Statement of plans for Magellan Cycle by Hollis Frampton (no date)

A brief recounting of the concerns of my earlier work may help to clarify the goals of the project I am about to outline. They have been:
1] Rationalization of the history of the art. Resynthesis of the film tradition: "Making film over as it should have been."
2] The malleability of the sense and notion of time in film.
3] Establishment of a priori schemes to generate the various parameters of film-making. These schemes have derived, in every case, from long contemplation of a body of camera footage, and a resultant intuition of the formal necessities implied thereby... with a view to the elimination of subjective, "thumbprint" composition.
4] The function of the written and spoken word in film.
I am applying for aid in making a film that will continue these interests, and explore four others;
5] The dialectical relationship between graphic and plastic elements in a cinematic closed field that includes both.
6] The general synaesthetic "problem of sound" in film.
7] Rhetorical options available to film art through such image-forming and -manipulating tools as optical and video synthesizers, and the high-speed digital computer.
8] The notion of an hypothetical, totally inclusive work of film art as epistemological model for human consciousness.
I began concrete work upon this project more than two years ago. It is subsumed under the synoptic explication of a single metaphor. When it is completed, it will constitute a "serial," or long work in installments, using the elements of peripeteia and discovery customary to the serial form. The central conceit of the work derives from the voyage of Ferdinand Magellan, the first circumnavigator of the world, as detailed in the diary of his 'passenger,' Antonio Pigafetta, and in the surviving logbooks of the five ships that undertook the voyage; but the protagonist of the work must be a first-person consciousness that bears resemblances to myself (if only as H.C.Earwicker resembles James Joyce), and, even, to Flash Gordon and Judex of the filmic vulgate.

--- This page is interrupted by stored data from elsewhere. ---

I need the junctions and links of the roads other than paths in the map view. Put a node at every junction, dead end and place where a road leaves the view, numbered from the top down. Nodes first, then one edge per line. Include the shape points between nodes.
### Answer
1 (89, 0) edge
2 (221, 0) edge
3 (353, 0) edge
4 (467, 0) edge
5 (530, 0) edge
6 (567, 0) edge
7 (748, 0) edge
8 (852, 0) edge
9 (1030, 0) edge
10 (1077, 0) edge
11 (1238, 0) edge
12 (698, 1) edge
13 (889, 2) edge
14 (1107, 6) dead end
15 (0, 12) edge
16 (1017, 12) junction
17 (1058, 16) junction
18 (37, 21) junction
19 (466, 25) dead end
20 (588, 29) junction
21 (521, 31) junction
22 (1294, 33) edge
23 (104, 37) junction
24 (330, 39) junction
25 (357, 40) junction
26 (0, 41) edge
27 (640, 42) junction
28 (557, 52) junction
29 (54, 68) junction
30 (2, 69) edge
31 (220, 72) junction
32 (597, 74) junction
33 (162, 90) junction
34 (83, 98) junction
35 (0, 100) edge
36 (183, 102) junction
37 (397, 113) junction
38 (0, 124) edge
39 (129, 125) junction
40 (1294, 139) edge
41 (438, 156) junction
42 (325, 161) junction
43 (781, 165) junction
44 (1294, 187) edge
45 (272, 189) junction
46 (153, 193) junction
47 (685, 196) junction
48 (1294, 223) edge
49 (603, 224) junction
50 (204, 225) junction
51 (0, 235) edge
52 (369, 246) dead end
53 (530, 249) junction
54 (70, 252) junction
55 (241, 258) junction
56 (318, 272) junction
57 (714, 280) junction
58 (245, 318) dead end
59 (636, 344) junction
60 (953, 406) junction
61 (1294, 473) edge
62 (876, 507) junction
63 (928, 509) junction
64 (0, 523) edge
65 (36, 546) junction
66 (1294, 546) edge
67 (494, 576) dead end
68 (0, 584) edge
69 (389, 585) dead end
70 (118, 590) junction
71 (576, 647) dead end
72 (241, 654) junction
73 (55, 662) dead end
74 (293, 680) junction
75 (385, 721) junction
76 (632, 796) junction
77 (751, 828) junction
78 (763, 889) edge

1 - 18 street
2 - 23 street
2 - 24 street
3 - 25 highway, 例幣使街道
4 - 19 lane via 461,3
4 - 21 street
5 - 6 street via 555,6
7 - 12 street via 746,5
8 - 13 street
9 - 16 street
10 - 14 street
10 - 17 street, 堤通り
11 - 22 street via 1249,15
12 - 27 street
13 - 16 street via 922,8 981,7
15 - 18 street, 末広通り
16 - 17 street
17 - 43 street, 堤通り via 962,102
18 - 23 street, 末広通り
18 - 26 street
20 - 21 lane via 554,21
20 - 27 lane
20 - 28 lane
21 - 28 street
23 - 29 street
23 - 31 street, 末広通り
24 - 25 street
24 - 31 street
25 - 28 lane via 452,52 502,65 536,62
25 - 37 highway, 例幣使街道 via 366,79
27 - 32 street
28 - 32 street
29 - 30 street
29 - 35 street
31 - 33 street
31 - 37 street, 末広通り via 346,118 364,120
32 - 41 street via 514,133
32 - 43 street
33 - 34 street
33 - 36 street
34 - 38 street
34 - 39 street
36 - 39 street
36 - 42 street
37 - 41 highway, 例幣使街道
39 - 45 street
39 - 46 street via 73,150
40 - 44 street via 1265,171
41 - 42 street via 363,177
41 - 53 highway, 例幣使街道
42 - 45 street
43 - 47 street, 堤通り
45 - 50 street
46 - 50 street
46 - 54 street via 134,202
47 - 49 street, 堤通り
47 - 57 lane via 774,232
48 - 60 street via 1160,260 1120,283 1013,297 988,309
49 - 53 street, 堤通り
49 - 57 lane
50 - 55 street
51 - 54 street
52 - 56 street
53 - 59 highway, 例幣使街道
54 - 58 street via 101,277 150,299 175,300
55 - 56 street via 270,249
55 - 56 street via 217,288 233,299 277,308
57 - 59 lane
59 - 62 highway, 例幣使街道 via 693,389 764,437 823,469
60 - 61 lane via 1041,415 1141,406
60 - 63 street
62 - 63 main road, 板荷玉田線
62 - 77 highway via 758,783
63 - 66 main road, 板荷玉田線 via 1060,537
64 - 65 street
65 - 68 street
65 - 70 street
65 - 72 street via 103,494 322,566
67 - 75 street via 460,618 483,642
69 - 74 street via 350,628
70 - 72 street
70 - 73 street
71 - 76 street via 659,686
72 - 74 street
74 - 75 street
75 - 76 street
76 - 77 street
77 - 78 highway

As I envision it, this work, which I provisionally call CLOUDS OF MAGELLAN, will be made up of six complementary but independent and complete films. They are, I: THE BIRTH OF MAGELLAN; II: A DREAM OF MAGELLAN; III: THE SMALL CLOUD OF MAGELLAN; IV: STRAITS OF MAGELLAN; V: THE LARGE CLOUD OF MAGELLAN; VI: THE DEATH OF MAGELLAN. The first and second parts will be generated through optical and video synthesis respectively. Parts III and V will be made entirely by cinematic means derived from my understanding of the canons of montage, as enunciated by Kuleshov, Eisenstein and Vertov, and expanded and castigated by film artists during the past 30 years. Part VI will be generated from a fixed body of film material through the agency of a digital computer.
Overall, my hope is to retrieve, for film art, the rigor and subtlety that have already been attained by certain of the other arts, notably music and literature, during the twentieth century.
The present project is, admittedly, massive and ambitious; in support of my ability to complete such intricate megastructures in film, I will cite previous works: ZORNS LEMMA, 1966, 60 minutes; and HAPAX LEGOMENA, 1971-72, 3 hours 21 minutes,(in seven independ-end parts).
I do not anticipate that any single grant or fellowship could suffice to the completion of the entirety of CLOUDS OF MAGELLAN, to which I have committed my personal resources for an indeterminate period of years. But I do believe that I can finish, during a period of one year, a single entire segment, that is, Part IV: STRAITS OF MAGELLAN; and it is that part of the whole which is the specific subject of this proposal.
STRAITS OF MAGELLAN will consist of 240 sub-sections, each precisely one minute in length, and composing a resonant work among themselves. The film is to be, first of all, an hommage to the proto-cinema of the brothers Lumiere, and then an encyclopedia...deliberate, as the Lumieres' probably was not...of modalities of perception. Of the entire proposed work,(STRAITS OF MAGELLAN is at once the most straightforward and the most delicate part.) There is to be no 'editing,' in the sense usually understood. Each one-minute piece (36 feet in length) of film is to be partitioned from a slightly longer camera run, about fifty feet in length; so that, whatever 'editing’ is done, must be done within the sensibility at the instant of filming; only two 'cuts,' separated from each other by an absolutely fixed and predetermined distance, ore to be relegated to the operation of editing at the bench. Images are to be entirely unmanipulated, outside the camera. I am investigating, so to speak, a montage of pretext, rather than of structure.
The latter possibility has attracted the energies of the larger number of film artists thus far; but it is my growing conviction that it is upon the mimetic force of illusion itself that film art largely rests; and it is from that force that it draws much of its energy.
So that I return, in this work, to the very beginnings of film.
The Lumieres, and Edison, worked in monochrome, and in a medium that was still mute. I propose to work in color, with synchronous sound. I am testing an hypothesis that, had such options been available to them, the inventors of cinema would have done likewise.